(MATERIAL PROVIDED)

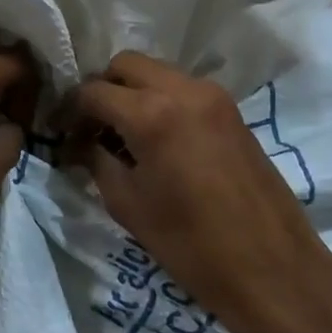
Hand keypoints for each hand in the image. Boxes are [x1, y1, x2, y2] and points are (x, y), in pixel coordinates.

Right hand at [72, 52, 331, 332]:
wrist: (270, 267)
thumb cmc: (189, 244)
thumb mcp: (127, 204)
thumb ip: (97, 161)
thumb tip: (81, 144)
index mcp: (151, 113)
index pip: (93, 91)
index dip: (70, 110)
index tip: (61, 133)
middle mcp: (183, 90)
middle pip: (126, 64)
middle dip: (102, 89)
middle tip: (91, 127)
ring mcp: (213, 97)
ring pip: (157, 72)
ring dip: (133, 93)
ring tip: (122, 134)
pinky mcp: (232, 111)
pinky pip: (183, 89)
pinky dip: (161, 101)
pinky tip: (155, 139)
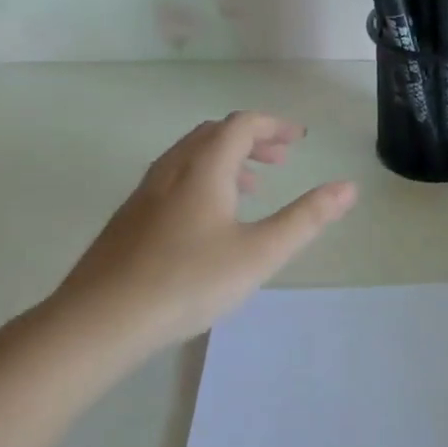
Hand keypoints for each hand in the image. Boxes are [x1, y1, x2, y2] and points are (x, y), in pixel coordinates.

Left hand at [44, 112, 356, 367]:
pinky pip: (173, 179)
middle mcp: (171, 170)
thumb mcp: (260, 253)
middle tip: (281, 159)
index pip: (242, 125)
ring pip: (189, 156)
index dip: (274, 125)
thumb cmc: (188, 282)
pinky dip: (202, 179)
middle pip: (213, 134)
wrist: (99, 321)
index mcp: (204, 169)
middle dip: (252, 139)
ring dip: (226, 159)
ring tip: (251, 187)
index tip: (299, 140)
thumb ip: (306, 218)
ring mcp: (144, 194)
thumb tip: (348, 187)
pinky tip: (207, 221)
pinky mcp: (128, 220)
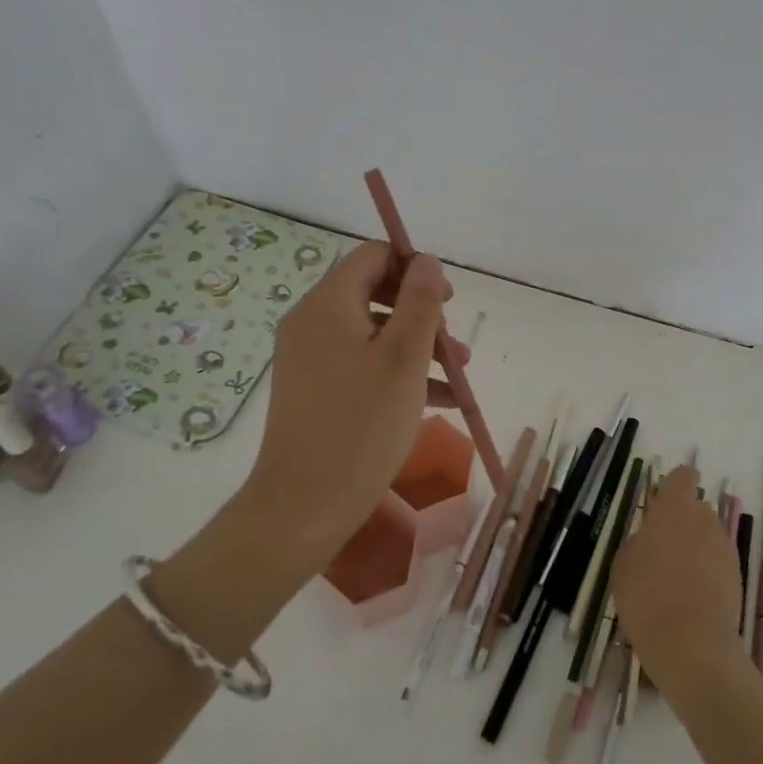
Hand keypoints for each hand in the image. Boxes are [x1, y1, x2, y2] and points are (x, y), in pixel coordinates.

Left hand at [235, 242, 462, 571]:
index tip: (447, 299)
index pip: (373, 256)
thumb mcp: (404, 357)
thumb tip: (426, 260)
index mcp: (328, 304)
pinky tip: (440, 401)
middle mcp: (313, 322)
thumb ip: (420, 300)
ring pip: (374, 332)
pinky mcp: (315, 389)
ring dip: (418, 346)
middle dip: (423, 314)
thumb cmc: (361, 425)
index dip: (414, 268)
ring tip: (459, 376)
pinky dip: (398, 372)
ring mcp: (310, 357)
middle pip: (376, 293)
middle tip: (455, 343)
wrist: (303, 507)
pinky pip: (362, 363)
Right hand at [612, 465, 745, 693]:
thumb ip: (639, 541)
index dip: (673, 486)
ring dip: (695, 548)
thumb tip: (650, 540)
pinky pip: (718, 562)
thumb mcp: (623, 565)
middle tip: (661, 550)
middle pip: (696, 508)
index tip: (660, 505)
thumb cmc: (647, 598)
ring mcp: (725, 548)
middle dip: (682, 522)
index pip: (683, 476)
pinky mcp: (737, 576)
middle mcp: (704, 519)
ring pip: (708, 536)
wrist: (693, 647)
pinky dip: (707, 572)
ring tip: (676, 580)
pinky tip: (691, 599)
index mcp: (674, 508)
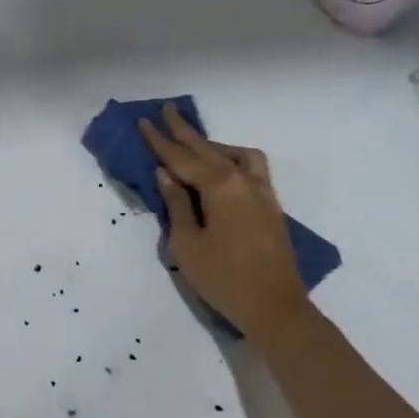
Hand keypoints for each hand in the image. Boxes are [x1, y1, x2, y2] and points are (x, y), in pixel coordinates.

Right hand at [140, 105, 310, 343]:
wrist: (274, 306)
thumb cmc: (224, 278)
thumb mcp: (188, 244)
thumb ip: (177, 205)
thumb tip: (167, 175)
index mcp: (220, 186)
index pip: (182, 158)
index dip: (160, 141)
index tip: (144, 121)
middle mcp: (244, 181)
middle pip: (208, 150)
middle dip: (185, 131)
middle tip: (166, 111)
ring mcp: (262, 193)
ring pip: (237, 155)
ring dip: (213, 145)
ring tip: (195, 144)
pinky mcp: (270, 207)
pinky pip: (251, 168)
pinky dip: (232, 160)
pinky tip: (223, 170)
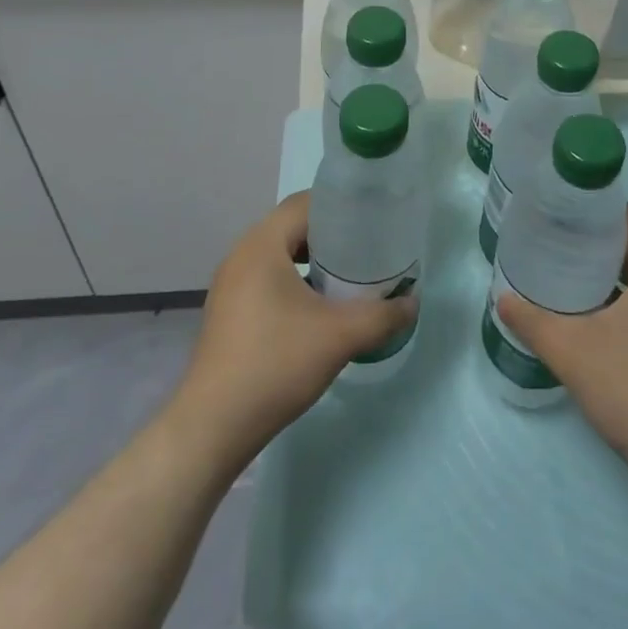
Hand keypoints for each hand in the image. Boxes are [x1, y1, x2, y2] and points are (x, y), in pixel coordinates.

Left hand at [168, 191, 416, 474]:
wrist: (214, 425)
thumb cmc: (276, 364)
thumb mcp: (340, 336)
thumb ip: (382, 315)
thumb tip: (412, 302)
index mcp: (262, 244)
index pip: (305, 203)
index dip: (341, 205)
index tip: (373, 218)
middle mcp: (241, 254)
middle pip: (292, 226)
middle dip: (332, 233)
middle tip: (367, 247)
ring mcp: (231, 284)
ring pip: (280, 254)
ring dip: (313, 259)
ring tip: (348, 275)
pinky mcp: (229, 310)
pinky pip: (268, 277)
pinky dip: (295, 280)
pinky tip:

(End MATERIAL PROVIDED)

EXERCISE DESCRIPTION. Copy out every line from the data above that has "wrist" in it.

ANSWER TO THIS TASK.
wrist: (270, 267)
wrist: (99, 321)
wrist: (303, 507)
wrist: (693, 647)
wrist: (274, 306)
wrist: (214, 425)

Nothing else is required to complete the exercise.